Repeat every entry word for word; omit all pictures.
== SUPPLIED DATA
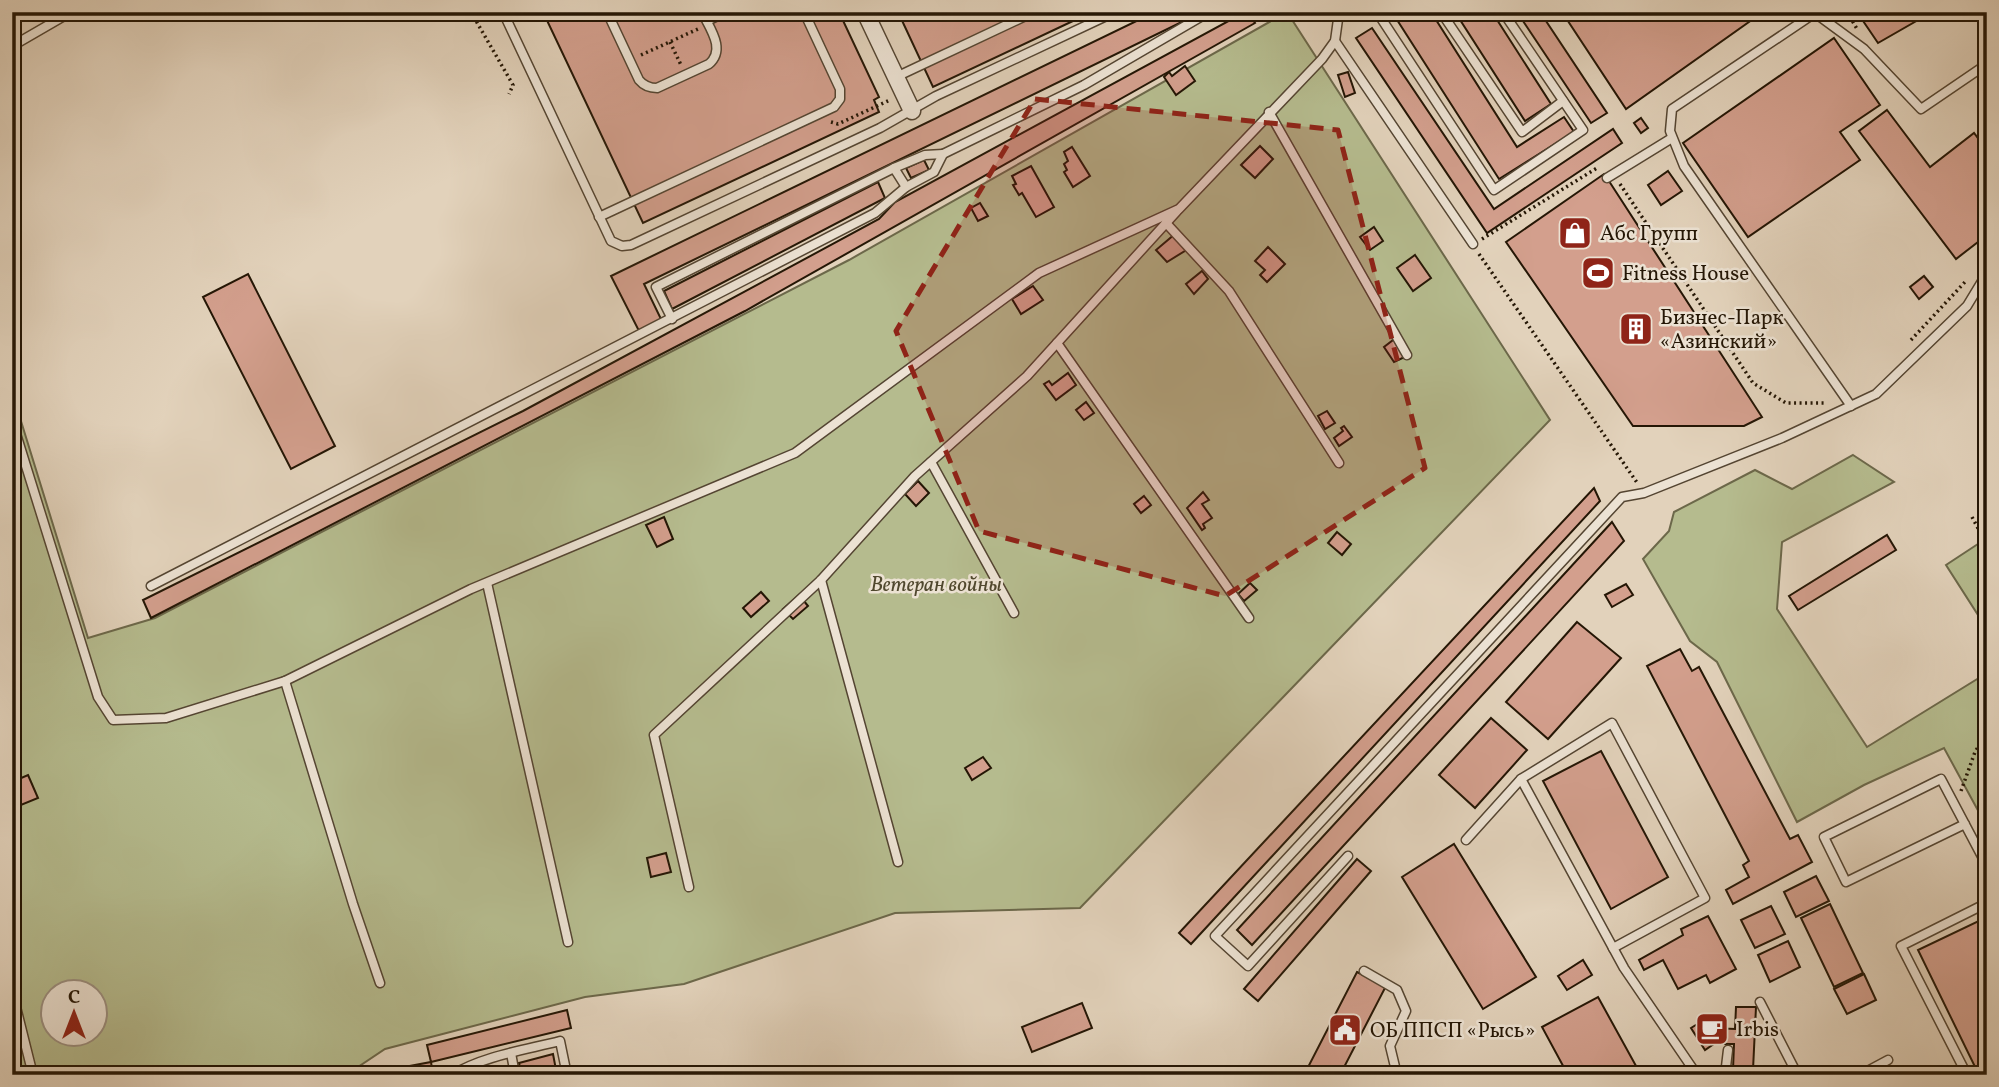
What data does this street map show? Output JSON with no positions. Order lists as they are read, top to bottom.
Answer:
{
  "parks": ["Ветеран войны"],
  "places": {
    "shop": ["Абс Групп"],
    "sports": ["Fitness House"],
    "building": ["Бизнес-Парк «Азинский»"],
    "cafe": ["Irbis"],
    "public building": ["ОБ ППСП «Рысь»"]
  },
  "north": "top"
}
====
TASK RESULT:
What data does this street map show? Output JSON with no positions. Order lists as they are read, top to bottom.
Answer:
{
  "parks": ["Ветеран войны"],
  "places": {
    "shop": ["Абс Групп"],
    "sports": ["Fitness House"],
    "building": ["Бизнес-Парк «Азинский»"],
    "cafe": ["Irbis"],
    "public building": ["ОБ ППСП «Рысь»"]
  },
  "north": "top"
}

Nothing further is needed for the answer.